Dataset extract: Begin

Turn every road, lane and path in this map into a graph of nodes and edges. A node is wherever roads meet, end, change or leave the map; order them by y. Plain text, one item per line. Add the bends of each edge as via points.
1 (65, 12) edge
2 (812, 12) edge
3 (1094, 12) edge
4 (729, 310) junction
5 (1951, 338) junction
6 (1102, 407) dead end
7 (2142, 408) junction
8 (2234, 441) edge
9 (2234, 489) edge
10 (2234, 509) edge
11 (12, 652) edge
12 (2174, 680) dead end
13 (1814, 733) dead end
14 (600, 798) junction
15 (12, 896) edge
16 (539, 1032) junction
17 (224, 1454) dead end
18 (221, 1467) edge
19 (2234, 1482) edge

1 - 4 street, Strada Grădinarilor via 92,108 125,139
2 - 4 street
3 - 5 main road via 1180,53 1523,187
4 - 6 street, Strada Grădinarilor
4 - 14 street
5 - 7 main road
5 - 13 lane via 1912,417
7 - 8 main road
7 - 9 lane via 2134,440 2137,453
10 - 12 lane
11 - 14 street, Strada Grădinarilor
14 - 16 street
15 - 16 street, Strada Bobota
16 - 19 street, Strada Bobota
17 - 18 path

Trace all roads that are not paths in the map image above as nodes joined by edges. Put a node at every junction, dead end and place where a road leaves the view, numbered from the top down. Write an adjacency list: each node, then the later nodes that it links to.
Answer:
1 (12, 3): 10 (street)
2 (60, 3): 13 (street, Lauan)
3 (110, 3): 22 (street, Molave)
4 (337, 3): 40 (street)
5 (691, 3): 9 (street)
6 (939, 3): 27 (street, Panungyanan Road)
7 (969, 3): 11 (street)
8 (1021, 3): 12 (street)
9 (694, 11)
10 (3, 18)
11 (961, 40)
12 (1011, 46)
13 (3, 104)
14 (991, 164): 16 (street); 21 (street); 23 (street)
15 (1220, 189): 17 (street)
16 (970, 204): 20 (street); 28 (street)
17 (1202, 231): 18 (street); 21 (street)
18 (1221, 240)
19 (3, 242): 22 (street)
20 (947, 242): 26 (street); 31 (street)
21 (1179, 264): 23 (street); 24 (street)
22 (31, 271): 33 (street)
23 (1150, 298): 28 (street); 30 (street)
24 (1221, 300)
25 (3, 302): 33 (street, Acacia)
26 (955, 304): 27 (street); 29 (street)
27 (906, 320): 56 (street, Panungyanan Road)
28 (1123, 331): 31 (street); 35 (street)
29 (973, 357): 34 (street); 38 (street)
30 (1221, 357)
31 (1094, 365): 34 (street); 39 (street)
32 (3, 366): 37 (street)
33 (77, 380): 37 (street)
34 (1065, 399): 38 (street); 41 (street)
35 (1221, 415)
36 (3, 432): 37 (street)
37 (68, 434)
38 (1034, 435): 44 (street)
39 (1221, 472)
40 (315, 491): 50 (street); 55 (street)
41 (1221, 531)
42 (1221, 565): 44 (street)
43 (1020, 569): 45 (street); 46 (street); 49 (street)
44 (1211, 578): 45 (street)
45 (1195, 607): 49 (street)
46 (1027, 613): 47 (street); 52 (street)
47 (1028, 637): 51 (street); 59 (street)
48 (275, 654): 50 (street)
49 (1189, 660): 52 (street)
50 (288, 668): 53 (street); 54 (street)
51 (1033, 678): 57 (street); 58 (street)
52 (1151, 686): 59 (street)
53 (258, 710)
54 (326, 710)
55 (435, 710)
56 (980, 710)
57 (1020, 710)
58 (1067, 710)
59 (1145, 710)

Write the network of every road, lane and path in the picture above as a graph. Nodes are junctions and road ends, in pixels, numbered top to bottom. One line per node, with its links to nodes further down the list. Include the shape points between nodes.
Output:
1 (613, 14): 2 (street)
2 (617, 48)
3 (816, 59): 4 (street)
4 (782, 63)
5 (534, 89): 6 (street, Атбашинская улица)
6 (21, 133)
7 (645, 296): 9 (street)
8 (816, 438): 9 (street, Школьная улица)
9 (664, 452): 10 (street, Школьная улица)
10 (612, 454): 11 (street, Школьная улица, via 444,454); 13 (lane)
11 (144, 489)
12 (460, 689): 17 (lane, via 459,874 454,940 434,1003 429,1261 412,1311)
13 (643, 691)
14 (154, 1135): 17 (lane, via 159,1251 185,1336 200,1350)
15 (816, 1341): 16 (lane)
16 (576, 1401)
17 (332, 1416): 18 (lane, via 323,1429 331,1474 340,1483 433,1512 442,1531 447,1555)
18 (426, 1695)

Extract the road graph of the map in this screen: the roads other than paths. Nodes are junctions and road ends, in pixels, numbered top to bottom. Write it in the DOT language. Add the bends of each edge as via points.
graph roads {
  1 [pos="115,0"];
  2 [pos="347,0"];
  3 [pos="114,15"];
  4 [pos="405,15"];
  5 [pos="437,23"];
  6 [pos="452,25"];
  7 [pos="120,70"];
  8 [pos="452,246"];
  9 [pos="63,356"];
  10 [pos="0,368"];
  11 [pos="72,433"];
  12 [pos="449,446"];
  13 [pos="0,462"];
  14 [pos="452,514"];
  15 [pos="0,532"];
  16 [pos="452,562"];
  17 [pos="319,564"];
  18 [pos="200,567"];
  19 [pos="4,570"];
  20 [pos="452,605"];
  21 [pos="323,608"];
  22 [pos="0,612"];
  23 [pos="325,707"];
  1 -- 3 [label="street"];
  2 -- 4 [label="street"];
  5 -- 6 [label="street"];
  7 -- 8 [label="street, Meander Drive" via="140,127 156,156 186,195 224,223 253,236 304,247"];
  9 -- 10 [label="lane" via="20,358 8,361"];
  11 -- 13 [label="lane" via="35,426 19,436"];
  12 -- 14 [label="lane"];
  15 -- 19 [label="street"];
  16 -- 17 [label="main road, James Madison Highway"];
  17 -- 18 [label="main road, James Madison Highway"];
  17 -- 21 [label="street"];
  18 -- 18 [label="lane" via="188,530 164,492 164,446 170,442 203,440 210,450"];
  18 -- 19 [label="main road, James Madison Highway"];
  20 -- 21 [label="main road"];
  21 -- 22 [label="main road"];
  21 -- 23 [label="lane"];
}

Dataset extract: End

What this task involves: Look over the data above and show each line that contains "links".

Task answer:
Trace all roads that are not paths in the map image above as nodes joined by edges. Put a node at every junction, dead end and place where a road leaves the view, numbered from the top down. Write an adjacency list: each node, then the later nodes that it links to.
Write the network of every road, lane and path in the picture above as a graph. Nodes are junctions and road ends, in pixels, numbered top to bottom. One line per node, with its links to nodes further down the list. Include the shape points between nodes.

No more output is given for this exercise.